Pasqua, cuore e sorgente dell’anno liturgico

Ci siamo preparati, abbiamo riflettuto, abbiamo cercato motivazioni e ragioni profonde nell’intenso cammino quaresimale e ora, giunti ai piedi della santa montagna, al cuore della nostra fede e del nostro discepolato, siamo chiamati non tanto a guardare il cammino fatto ma a celebrare il suo divino sacrificio; siamo cioè chiamati, come comunità dei discepoli, a fare memoria (qui e ora) del suo immenso sacrificio pasquale.

Per comprendere la profondità di questo memoriale dobbiamo coglierne la simbologia e decifrarla. Pasqua è la festa più importante per la Chiesa perché è la celebrazione della Risurrezione di Gesù, fondamento della nostra fede. Dice san Paolo: Se Cristo non è risorto vana è la nostra fede! Dopo la pandemia, finalmente abbiamo potuto accendere un fuoco fuori della chiesa per attirare l’attenzione dei fedeli. Sacerdote e popolo di Dio sono usciti dalla chiesa, lasciata completamente al buio, senza luci né candele accese, dal Venerdì santo. Una volta fuori dalla chiesa, raggiunta la catasta di legno, il presbitero benedice il fuoco.

La preghiera del Messale Romano che accompagna la benedizione del fuoco, mi appare eccezionalmente significativa: O Padre, che per mezzo del tuo Figlio ci hai comunicato la fiamma viva della tua gloria, benedici questo fuoco nuovo, fa’ che le feste pasquali accendano in noi il desiderio del cielo, e ci guidino, rinnovati nello spirito, alla festa dello splendore eterno. Nell’anno liturgico, se esiste una celebrazione il cui inizio è un vero gioco simbolico di luce, questa è la Veglia pasquale. Il popolo, riunitosi nell’oscurità, così come ho accennato, vede la nascita del fuoco nuovo da cui si accende il cero pasquale, simbolo di Cristo (mistero poi solennemente proclamato da letture e azioni sacramentali della più solenne tra le notti) e ciò è già sinteticamente espresso in questo concreto linguaggio del fuoco nuovo, intorno al quale si riunisce la comunità.

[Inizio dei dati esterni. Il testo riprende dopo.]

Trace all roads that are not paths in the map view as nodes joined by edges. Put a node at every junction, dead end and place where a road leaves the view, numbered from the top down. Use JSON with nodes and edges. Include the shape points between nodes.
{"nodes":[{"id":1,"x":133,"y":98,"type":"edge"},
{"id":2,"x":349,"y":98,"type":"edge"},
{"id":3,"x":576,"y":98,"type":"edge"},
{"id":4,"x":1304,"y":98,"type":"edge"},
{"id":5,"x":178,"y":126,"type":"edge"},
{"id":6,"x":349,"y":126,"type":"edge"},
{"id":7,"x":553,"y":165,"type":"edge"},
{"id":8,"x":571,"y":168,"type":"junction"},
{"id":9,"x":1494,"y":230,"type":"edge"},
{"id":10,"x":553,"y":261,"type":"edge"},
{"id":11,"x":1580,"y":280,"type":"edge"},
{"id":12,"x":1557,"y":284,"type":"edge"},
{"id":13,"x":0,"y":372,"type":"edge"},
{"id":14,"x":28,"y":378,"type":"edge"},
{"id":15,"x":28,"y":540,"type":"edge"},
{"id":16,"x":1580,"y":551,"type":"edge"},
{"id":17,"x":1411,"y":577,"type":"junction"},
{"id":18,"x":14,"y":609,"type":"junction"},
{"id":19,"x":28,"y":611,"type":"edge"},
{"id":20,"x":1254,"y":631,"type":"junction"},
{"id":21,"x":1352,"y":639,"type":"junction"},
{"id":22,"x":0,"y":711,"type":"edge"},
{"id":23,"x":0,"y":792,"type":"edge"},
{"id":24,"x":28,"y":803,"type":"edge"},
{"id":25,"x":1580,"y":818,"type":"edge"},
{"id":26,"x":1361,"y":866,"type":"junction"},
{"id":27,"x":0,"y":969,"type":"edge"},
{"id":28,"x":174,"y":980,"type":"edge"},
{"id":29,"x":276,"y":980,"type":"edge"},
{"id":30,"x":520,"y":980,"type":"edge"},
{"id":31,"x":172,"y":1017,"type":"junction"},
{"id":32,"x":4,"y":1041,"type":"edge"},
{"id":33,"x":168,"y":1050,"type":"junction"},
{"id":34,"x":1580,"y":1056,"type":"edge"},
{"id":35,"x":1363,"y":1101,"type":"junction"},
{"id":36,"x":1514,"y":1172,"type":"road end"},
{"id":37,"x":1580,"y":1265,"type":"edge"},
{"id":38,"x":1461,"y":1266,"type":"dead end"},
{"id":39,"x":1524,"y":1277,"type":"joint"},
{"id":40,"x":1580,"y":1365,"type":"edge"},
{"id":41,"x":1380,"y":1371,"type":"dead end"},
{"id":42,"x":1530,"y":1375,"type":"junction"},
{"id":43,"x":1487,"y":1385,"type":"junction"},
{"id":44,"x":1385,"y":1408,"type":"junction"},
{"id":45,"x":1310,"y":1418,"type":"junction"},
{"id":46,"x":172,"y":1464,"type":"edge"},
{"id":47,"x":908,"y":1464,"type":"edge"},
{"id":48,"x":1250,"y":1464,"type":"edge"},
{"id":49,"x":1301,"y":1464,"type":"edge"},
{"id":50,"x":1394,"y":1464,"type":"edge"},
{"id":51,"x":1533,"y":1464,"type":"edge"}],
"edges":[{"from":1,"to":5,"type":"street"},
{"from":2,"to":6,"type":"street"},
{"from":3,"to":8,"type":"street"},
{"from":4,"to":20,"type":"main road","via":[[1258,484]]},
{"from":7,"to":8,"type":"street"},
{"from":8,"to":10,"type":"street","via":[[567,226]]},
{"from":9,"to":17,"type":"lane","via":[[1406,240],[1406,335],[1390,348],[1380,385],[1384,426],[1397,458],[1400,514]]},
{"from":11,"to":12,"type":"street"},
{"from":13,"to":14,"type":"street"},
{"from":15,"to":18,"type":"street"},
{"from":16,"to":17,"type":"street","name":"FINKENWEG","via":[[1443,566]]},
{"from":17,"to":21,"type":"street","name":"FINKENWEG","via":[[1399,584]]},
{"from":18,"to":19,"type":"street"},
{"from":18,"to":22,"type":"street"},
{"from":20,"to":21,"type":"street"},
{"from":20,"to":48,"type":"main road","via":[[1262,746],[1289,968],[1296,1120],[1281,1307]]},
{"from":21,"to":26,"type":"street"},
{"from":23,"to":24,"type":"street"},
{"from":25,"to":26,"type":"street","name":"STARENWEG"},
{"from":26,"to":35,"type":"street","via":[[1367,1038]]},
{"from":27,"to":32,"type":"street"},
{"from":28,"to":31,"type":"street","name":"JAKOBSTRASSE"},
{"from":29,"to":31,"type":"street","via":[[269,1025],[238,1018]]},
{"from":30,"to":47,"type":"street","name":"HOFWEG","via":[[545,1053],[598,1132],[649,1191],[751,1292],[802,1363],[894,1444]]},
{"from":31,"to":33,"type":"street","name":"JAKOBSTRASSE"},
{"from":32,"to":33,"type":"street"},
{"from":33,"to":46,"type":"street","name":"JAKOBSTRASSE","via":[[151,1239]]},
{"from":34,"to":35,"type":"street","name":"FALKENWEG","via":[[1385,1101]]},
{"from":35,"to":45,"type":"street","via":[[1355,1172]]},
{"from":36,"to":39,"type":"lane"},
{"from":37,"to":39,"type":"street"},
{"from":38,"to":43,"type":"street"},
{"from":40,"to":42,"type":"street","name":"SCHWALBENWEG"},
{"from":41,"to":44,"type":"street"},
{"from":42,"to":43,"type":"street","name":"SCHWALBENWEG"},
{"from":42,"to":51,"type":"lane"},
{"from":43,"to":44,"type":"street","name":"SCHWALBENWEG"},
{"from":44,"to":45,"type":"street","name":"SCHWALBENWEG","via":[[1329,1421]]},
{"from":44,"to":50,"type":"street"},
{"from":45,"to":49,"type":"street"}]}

Il diacono (o il presbitero), portando il cero acceso, comincia la processione che entrerà in chiesa, intonando per tre volte il grido gioioso Lumen Christi (La luce di Cristo). Il cero pasquale, infatti, è il segno del Cristo risorto, luce vera del mondo che illumina ogni uomo; è la luce della vita che impedisce di camminare nelle tenebre; è il segno della vita nuova in Cristo che, strappandoci dalle tenebre, ci ha trasferito con i santi nel regno della luce; Cristo brillò su di noi che eravamo tenebre, ma ora siamo luce nel Signore. È il segno che ci permette di vivere come figli della luce, di abbandonare per sempre le opere delle tenebre, di restare in comunione con Dio, di conservare l’amore con i nostri fratelli. È anche segno di fedeltà a Dio e vigilanza nella preghiera e nell’attesa. Durante la processione del cero i fedeli accendono la loro candela e diffondono la fiamma agli altri fedeli. L’accensione delle candele sta a simboleggiare il fatto che i cristiani restano contagiati dalla luce di Cristo e questa si espande sempre di più. Quando la processione giunge al presbiterio si accendono le luci della chiesa, il Cero viene intronizzato nel candelabro e incensato, quindi viene cantato l’inno più importante dell’intera eucologia liturgica il Preconio Pasquale: si tratta di un brivido caldo di fede alla Luce del Signore Risorto misticamente adombrata e realizzata dal Cero.

Non credo serva aggiungere molte spiegazioni: il simbolismo della luce in questa Veglia è diretto e coglie il cuore dei fedeli. La sua intenzione è evidente, tanto da contagiare e avvolgere i credenti, comunicando loro con la sua forza espressiva l’entusiasmo del mistero celebrato: Questa notte fonte di luce sconfigge il male, lava le colpe, restituisce la gioia agli afflitti…  Cristo è la luce serena che vive e regna nei secoli dei secoli.